Work item. Only lines holding the word "Oqtepa" should be copied from the material.

Information provided.
————

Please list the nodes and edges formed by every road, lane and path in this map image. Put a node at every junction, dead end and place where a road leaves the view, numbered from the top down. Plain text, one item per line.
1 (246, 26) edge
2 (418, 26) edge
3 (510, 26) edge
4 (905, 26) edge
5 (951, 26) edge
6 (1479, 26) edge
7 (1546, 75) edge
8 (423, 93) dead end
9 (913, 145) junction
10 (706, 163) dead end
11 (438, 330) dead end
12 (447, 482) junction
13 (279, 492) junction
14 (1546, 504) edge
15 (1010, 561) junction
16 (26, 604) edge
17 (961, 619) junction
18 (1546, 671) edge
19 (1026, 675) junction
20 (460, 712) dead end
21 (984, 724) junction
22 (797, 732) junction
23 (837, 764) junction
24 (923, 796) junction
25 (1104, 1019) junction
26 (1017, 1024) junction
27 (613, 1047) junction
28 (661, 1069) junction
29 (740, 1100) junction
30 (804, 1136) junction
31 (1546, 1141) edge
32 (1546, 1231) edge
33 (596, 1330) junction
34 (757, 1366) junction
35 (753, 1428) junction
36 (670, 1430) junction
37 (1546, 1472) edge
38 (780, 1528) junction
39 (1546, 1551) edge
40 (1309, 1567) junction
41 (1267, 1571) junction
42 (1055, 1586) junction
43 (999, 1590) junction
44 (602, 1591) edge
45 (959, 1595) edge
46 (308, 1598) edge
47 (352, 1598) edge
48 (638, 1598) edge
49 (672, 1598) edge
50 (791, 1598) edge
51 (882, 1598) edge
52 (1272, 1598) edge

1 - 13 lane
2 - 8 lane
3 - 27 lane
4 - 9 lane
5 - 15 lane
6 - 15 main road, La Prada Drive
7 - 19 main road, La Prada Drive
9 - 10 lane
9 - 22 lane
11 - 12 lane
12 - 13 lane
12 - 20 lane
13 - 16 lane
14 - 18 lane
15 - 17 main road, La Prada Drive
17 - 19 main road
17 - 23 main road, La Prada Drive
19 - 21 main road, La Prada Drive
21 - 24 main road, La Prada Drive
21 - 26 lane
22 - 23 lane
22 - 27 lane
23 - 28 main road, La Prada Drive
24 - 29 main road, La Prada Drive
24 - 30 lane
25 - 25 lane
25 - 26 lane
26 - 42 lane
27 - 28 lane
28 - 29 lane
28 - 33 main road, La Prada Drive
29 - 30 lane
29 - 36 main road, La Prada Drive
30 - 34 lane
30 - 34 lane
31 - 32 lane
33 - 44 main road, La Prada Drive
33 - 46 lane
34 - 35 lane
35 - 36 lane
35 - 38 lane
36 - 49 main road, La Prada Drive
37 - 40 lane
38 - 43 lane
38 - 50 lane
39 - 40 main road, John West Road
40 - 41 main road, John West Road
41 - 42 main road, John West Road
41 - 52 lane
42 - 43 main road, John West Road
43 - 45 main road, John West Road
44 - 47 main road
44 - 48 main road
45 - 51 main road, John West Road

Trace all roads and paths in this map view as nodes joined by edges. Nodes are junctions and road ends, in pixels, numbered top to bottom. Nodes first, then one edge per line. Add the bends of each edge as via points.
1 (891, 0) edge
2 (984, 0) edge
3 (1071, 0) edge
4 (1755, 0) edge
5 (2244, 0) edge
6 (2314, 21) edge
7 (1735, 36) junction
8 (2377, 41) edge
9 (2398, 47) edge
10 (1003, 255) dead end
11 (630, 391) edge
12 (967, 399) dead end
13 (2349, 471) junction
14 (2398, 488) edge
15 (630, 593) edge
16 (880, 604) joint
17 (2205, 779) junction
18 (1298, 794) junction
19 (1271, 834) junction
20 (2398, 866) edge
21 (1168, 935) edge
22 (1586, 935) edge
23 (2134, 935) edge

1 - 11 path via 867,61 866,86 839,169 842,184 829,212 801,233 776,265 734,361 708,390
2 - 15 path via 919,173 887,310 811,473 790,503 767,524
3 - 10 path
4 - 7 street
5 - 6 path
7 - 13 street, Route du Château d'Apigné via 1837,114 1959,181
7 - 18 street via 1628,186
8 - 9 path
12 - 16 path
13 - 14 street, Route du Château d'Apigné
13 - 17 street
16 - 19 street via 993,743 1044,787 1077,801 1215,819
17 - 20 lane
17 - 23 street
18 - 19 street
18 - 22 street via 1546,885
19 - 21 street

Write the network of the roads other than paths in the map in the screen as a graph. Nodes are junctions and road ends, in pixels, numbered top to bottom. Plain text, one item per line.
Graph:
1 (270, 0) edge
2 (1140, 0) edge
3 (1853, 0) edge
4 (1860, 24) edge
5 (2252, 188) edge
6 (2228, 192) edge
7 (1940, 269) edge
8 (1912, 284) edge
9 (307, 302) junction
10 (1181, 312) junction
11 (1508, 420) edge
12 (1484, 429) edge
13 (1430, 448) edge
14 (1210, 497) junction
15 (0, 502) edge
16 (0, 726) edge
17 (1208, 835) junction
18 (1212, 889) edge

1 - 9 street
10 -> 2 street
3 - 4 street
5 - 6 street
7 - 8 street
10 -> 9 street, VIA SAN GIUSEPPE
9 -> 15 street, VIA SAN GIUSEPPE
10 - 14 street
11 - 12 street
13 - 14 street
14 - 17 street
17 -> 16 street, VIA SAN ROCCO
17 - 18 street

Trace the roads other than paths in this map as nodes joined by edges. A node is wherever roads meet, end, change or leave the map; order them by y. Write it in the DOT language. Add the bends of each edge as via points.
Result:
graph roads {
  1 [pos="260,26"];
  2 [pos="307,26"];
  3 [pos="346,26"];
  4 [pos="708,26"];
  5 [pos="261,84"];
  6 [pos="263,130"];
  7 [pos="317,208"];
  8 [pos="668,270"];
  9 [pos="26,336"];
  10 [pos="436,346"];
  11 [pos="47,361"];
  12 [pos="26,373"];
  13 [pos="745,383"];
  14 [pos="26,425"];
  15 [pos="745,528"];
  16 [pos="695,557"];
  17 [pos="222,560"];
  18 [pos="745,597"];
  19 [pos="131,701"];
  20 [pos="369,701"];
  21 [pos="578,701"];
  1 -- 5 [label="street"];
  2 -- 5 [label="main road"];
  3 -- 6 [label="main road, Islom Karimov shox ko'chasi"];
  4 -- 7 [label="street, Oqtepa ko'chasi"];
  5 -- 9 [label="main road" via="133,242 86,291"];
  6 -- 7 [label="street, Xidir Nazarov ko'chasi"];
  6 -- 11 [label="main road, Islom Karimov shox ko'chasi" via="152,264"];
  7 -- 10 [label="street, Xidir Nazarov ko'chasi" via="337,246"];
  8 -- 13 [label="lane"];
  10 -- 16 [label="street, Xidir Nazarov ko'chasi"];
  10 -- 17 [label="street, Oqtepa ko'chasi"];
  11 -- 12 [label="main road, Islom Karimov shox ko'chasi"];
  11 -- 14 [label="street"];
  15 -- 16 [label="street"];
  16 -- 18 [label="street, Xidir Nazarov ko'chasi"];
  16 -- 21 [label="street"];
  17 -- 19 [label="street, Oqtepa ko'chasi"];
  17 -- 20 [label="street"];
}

————

Written response.
  4 -- 7 [label="street, Oqtepa ko'chasi"];
  10 -- 17 [label="street, Oqtepa ko'chasi"];
  17 -- 19 [label="street, Oqtepa ko'chasi"];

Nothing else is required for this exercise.